魔少女毒少女/著:みかみてれん、画:夜汽車、監修:桝田省治

エンターブレイン ホビー書籍編集部

プロローグ はじまりの日

 

 嫌になるほど、よく晴れた日だった。

 馬車の前、少女は振り返る。

 売られてゆく彼女を見送る人は、三人ばかり。

 村長と村の顔役のおじさん、そして痩せた母だった。

 母だけは最後まで少女の手を握り、泣きそうな顔で微笑んでいてくれた。

 けれど少女はずっと泣いてばかりで、その笑顔を記憶に焼き付けることができなかった。

 恐らく二度と帰ることはできないであろう村の景色は、もうこのまぶたの中にしか残っていないのだから、もっともっとよく覚えておけばよかったのに。

 乗せられた馬車には、たくさんの少女が詰め込まれていた。

 実験施設へと運ばれる娘たちだ。

 その隅にゆき、彼女は膝を抱いてうずくまる。

 銀髪の少女である。茶や栗や赤毛の中に、ただひとり、異彩を放つ。美しきそれはしかし家族の誰にも似ておらず、姉たちからも不吉だ不吉だと蔑まれたものであった。

 齢十二。三人姉妹の末娘。

 村自慢の黒麦畑を受け継ぐこともできなければ、せいぜい子を産み続けるのが関の山。それも今のご時世、奨励される行ないではない。

 世界を覆った伝染病『滅病ペカトゥム』の余波により、出産は特に危険視された。子を産んで抵抗力の弱った母体は伝染病をも育み、赤子ともども死に至る。そういったことが繰り返され、出産を恐れる風潮が広まった。

 産んだ子が親を殺す。事実は捻じ曲げられ、いつしか農村ではそのような噂が事実として語られることになった。

 伝染病によって死亡した働き手の減少とともに麦の生産量は著しく低下の一途をたどる。

 残った黒麦のほとんどは死病と飢餓にあえぐ都市部へと徴収され、村はますますやせ細った。
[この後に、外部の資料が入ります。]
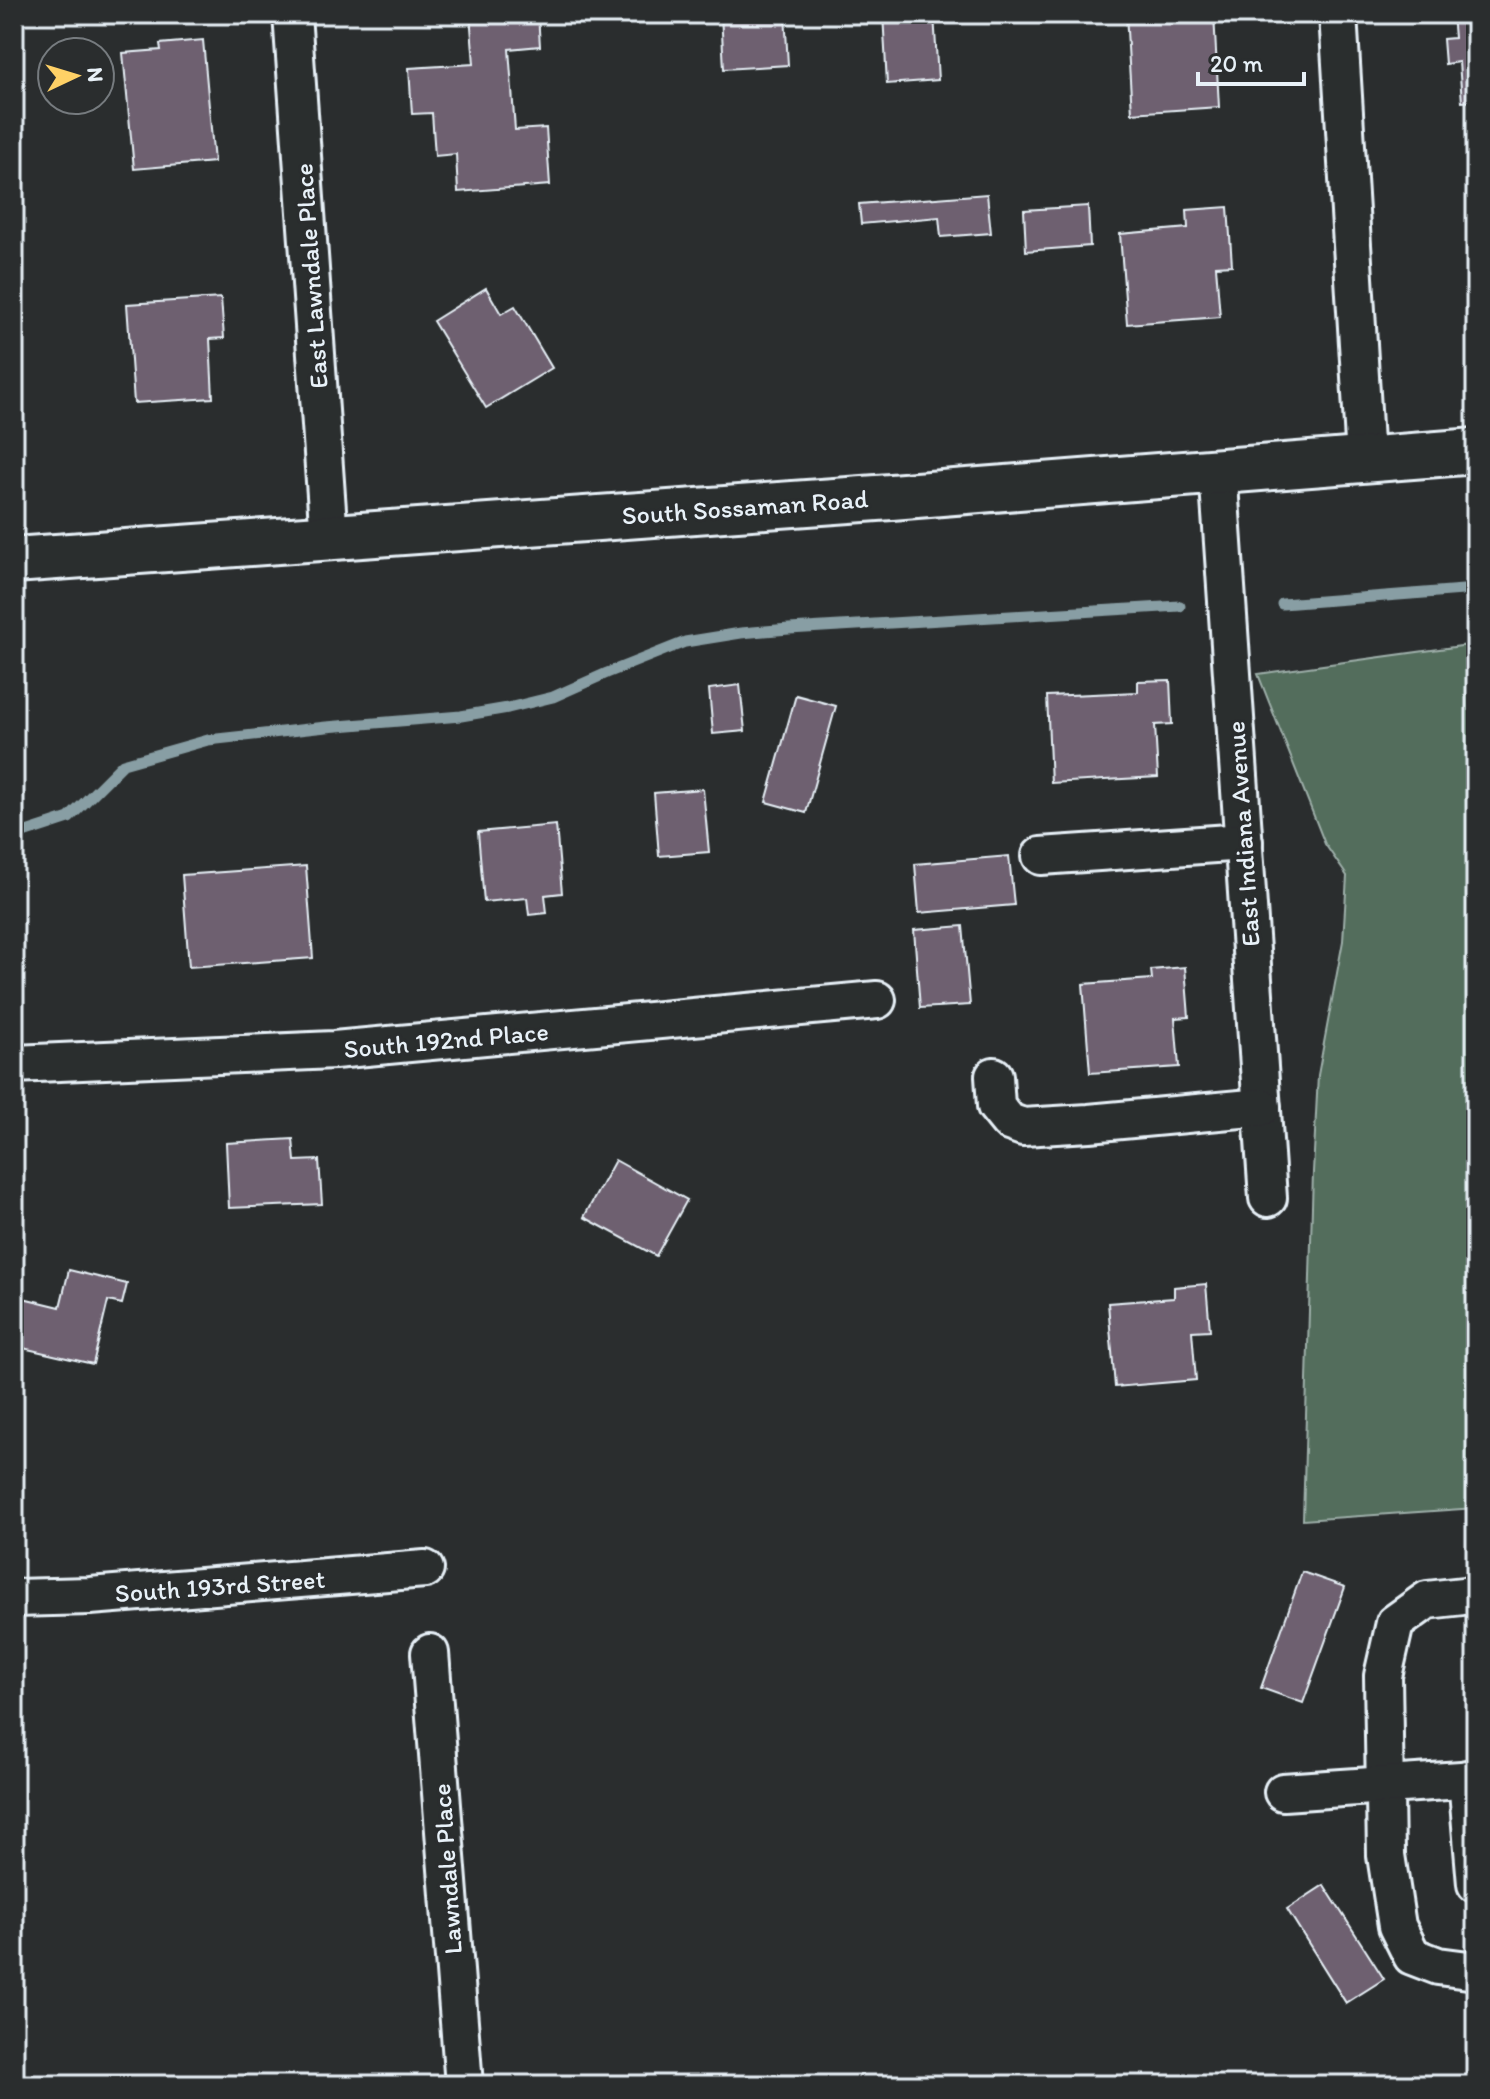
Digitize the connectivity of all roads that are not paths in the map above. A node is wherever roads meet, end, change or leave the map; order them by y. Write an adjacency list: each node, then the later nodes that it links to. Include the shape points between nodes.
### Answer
1 (292, 14): 6 (street, East Lawndale Place)
2 (1338, 14): 4 (street)
3 (1476, 451): 4 (main road, South Sossaman Road)
4 (1365, 459): 5 (main road, South Sossaman Road)
5 (1218, 470): 6 (main road, South Sossaman Road); 8 (street, East Indiana Avenue)
6 (329, 538): 7 (main road, South Sossaman Road)
7 (14, 560)
8 (1244, 842): 9 (street); 13 (street, East Indiana Avenue)
9 (1041, 856)
10 (877, 1000): 11 (street, South 192nd Place, via 334,1050)
11 (14, 1064)
12 (994, 1076): 13 (street, via 996,1106 1009,1122 1023,1127)
13 (1262, 1107): 14 (street, East Indiana Avenue)
14 (1268, 1198)
15 (425, 1569): 17 (street, South 193rd Street)
16 (1476, 1597): 20 (street, via 1427,1600 1395,1623 1383,1676)
17 (14, 1598)
18 (430, 1653): 24 (street, Lawndale Place)
19 (1472, 1779): 20 (street); 22 (street)
20 (1384, 1786): 21 (street); 23 (street, via 1386,1855 1397,1926 1412,1956)
21 (1283, 1792)
22 (1476, 1884)
23 (1476, 1971)
24 (464, 2085)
 息詰まる現実をとりあえずやり過ごすための策はふたつにひとつ。

 子供を増やすか、――あるいは減らすか。


 十二まで村に置いてもらえたのは幸運だったか、あるいは不運だったのか。上のふたりの姉妹はドブネズミを見るような目で自分を睨んでいたものだ。

 嫁の貰い手がいない姉たちより、少女は遥かに優れた器量をもつ若い娘である。

 仮に世界中の伝染病がある日突然収束したら――根拠もなく収まると信じていたのだろうが――先にもらわれてゆくのは少女かもしれない。そんな思いが嫉妬を駆り立て、姉たちは憂さを晴らすかのように少女を虐げた。血がつながっていようが、お構いなしに。

 殴られずに済んだ日は数えるほどしかなかった。

 花びらをちぎるように容姿の放つ輝きと美貌を少しでも失わせようとしていたのかもしれない。結局その願いはかなわず、されど望みは達成された。

 少女は売り払われたのだ。

 姉たちのいじめから自分をかばってくれたのは、家族の中では母親だけだった。

 だが最低限の食事で三人を育て続けることには、いつしか限界が訪れる。真っ先にやせ細り倒れたのは、自らの食事を削って娘たちに分け与えていた母だった。

 次に倒れたら今度こそ命を落とすということで、家族全員の多数決によって自分が売られることになった。

 自明の理であった。

 姉たちはそれを手放しで喜んだし、父親は年若く不愛想な少女よりも愛嬌のある姉たちのことが大切だったのだ。

 村に出入りしていたマスクをつけた得体の知れない白衣の男は、速やかに交渉を終え、そして自分を含む十数人の娘が研究所クリニックへと送られることになった。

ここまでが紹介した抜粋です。